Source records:
* * * * *
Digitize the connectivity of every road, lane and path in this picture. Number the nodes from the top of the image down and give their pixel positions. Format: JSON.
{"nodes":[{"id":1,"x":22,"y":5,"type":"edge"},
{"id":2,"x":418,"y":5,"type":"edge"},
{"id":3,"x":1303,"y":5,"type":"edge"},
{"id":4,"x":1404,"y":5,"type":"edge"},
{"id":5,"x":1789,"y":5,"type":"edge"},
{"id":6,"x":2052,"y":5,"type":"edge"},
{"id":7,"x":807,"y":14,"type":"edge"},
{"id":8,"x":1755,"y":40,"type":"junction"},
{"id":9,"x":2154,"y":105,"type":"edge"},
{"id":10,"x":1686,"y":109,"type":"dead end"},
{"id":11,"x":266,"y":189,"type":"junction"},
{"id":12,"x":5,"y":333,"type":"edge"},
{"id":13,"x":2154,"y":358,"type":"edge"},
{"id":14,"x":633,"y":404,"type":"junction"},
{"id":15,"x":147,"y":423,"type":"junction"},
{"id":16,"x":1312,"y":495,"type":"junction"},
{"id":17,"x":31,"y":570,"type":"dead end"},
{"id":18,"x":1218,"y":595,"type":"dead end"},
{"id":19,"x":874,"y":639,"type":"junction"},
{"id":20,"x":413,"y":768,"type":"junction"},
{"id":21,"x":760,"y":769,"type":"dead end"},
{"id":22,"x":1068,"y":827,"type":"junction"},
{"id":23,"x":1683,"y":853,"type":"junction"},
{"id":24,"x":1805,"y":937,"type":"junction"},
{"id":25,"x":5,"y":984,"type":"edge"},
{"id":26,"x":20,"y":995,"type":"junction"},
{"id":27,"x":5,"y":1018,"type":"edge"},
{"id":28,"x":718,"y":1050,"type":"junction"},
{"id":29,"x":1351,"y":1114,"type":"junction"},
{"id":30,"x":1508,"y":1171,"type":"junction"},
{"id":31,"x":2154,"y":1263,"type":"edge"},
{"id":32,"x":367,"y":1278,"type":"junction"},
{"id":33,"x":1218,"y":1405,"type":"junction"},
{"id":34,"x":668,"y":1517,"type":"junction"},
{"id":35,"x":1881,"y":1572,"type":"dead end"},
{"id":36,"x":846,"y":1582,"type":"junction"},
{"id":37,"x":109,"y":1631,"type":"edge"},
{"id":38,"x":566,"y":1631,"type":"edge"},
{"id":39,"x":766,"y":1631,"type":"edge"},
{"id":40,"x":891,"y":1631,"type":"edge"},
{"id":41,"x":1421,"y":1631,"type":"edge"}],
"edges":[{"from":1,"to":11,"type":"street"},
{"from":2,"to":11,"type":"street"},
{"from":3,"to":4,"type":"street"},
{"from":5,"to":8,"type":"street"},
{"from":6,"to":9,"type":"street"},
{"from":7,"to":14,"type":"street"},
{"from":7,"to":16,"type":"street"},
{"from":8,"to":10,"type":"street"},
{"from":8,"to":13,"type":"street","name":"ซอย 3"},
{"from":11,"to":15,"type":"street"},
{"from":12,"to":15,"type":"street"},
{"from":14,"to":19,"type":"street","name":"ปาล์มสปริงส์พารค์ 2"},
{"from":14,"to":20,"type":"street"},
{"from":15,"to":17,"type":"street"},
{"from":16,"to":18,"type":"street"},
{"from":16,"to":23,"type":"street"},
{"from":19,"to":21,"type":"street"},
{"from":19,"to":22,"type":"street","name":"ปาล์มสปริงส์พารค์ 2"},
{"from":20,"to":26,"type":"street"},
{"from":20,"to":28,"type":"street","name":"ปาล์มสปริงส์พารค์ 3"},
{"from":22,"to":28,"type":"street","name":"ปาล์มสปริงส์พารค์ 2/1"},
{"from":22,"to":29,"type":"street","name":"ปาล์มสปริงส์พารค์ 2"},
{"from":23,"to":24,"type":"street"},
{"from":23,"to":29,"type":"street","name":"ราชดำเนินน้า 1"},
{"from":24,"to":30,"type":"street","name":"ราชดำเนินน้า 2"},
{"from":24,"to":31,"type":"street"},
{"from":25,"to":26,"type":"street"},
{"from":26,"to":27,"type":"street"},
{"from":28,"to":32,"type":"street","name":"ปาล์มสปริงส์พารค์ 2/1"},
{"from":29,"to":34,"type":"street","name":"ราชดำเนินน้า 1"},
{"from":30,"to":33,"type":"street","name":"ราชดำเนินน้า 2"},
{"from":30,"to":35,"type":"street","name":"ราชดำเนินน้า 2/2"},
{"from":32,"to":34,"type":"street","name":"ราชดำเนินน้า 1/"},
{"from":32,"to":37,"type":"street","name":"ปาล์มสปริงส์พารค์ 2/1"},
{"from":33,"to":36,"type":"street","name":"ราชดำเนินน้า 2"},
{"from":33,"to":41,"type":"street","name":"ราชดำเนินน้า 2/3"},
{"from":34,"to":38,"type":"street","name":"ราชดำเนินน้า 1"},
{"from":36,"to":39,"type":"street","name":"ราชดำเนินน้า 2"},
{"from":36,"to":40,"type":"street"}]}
* * * * *
Set down every record above, word for word.

SOLUTION TO THE PROBLEM ->
Digitize the connectivity of every road, lane and path in this picture. Number the nodes from the top of the image down and give their pixel positions. Format: JSON.
{"nodes":[{"id":1,"x":22,"y":5,"type":"edge"},
{"id":2,"x":418,"y":5,"type":"edge"},
{"id":3,"x":1303,"y":5,"type":"edge"},
{"id":4,"x":1404,"y":5,"type":"edge"},
{"id":5,"x":1789,"y":5,"type":"edge"},
{"id":6,"x":2052,"y":5,"type":"edge"},
{"id":7,"x":807,"y":14,"type":"edge"},
{"id":8,"x":1755,"y":40,"type":"junction"},
{"id":9,"x":2154,"y":105,"type":"edge"},
{"id":10,"x":1686,"y":109,"type":"dead end"},
{"id":11,"x":266,"y":189,"type":"junction"},
{"id":12,"x":5,"y":333,"type":"edge"},
{"id":13,"x":2154,"y":358,"type":"edge"},
{"id":14,"x":633,"y":404,"type":"junction"},
{"id":15,"x":147,"y":423,"type":"junction"},
{"id":16,"x":1312,"y":495,"type":"junction"},
{"id":17,"x":31,"y":570,"type":"dead end"},
{"id":18,"x":1218,"y":595,"type":"dead end"},
{"id":19,"x":874,"y":639,"type":"junction"},
{"id":20,"x":413,"y":768,"type":"junction"},
{"id":21,"x":760,"y":769,"type":"dead end"},
{"id":22,"x":1068,"y":827,"type":"junction"},
{"id":23,"x":1683,"y":853,"type":"junction"},
{"id":24,"x":1805,"y":937,"type":"junction"},
{"id":25,"x":5,"y":984,"type":"edge"},
{"id":26,"x":20,"y":995,"type":"junction"},
{"id":27,"x":5,"y":1018,"type":"edge"},
{"id":28,"x":718,"y":1050,"type":"junction"},
{"id":29,"x":1351,"y":1114,"type":"junction"},
{"id":30,"x":1508,"y":1171,"type":"junction"},
{"id":31,"x":2154,"y":1263,"type":"edge"},
{"id":32,"x":367,"y":1278,"type":"junction"},
{"id":33,"x":1218,"y":1405,"type":"junction"},
{"id":34,"x":668,"y":1517,"type":"junction"},
{"id":35,"x":1881,"y":1572,"type":"dead end"},
{"id":36,"x":846,"y":1582,"type":"junction"},
{"id":37,"x":109,"y":1631,"type":"edge"},
{"id":38,"x":566,"y":1631,"type":"edge"},
{"id":39,"x":766,"y":1631,"type":"edge"},
{"id":40,"x":891,"y":1631,"type":"edge"},
{"id":41,"x":1421,"y":1631,"type":"edge"}],
"edges":[{"from":1,"to":11,"type":"street"},
{"from":2,"to":11,"type":"street"},
{"from":3,"to":4,"type":"street"},
{"from":5,"to":8,"type":"street"},
{"from":6,"to":9,"type":"street"},
{"from":7,"to":14,"type":"street"},
{"from":7,"to":16,"type":"street"},
{"from":8,"to":10,"type":"street"},
{"from":8,"to":13,"type":"street","name":"ซอย 3"},
{"from":11,"to":15,"type":"street"},
{"from":12,"to":15,"type":"street"},
{"from":14,"to":19,"type":"street","name":"ปาล์มสปริงส์พารค์ 2"},
{"from":14,"to":20,"type":"street"},
{"from":15,"to":17,"type":"street"},
{"from":16,"to":18,"type":"street"},
{"from":16,"to":23,"type":"street"},
{"from":19,"to":21,"type":"street"},
{"from":19,"to":22,"type":"street","name":"ปาล์มสปริงส์พารค์ 2"},
{"from":20,"to":26,"type":"street"},
{"from":20,"to":28,"type":"street","name":"ปาล์มสปริงส์พารค์ 3"},
{"from":22,"to":28,"type":"street","name":"ปาล์มสปริงส์พารค์ 2/1"},
{"from":22,"to":29,"type":"street","name":"ปาล์มสปริงส์พารค์ 2"},
{"from":23,"to":24,"type":"street"},
{"from":23,"to":29,"type":"street","name":"ราชดำเนินน้า 1"},
{"from":24,"to":30,"type":"street","name":"ราชดำเนินน้า 2"},
{"from":24,"to":31,"type":"street"},
{"from":25,"to":26,"type":"street"},
{"from":26,"to":27,"type":"street"},
{"from":28,"to":32,"type":"street","name":"ปาล์มสปริงส์พารค์ 2/1"},
{"from":29,"to":34,"type":"street","name":"ราชดำเนินน้า 1"},
{"from":30,"to":33,"type":"street","name":"ราชดำเนินน้า 2"},
{"from":30,"to":35,"type":"street","name":"ราชดำเนินน้า 2/2"},
{"from":32,"to":34,"type":"street","name":"ราชดำเนินน้า 1/"},
{"from":32,"to":37,"type":"street","name":"ปาล์มสปริงส์พารค์ 2/1"},
{"from":33,"to":36,"type":"street","name":"ราชดำเนินน้า 2"},
{"from":33,"to":41,"type":"street","name":"ราชดำเนินน้า 2/3"},
{"from":34,"to":38,"type":"street","name":"ราชดำเนินน้า 1"},
{"from":36,"to":39,"type":"street","name":"ราชดำเนินน้า 2"},
{"from":36,"to":40,"type":"street"}]}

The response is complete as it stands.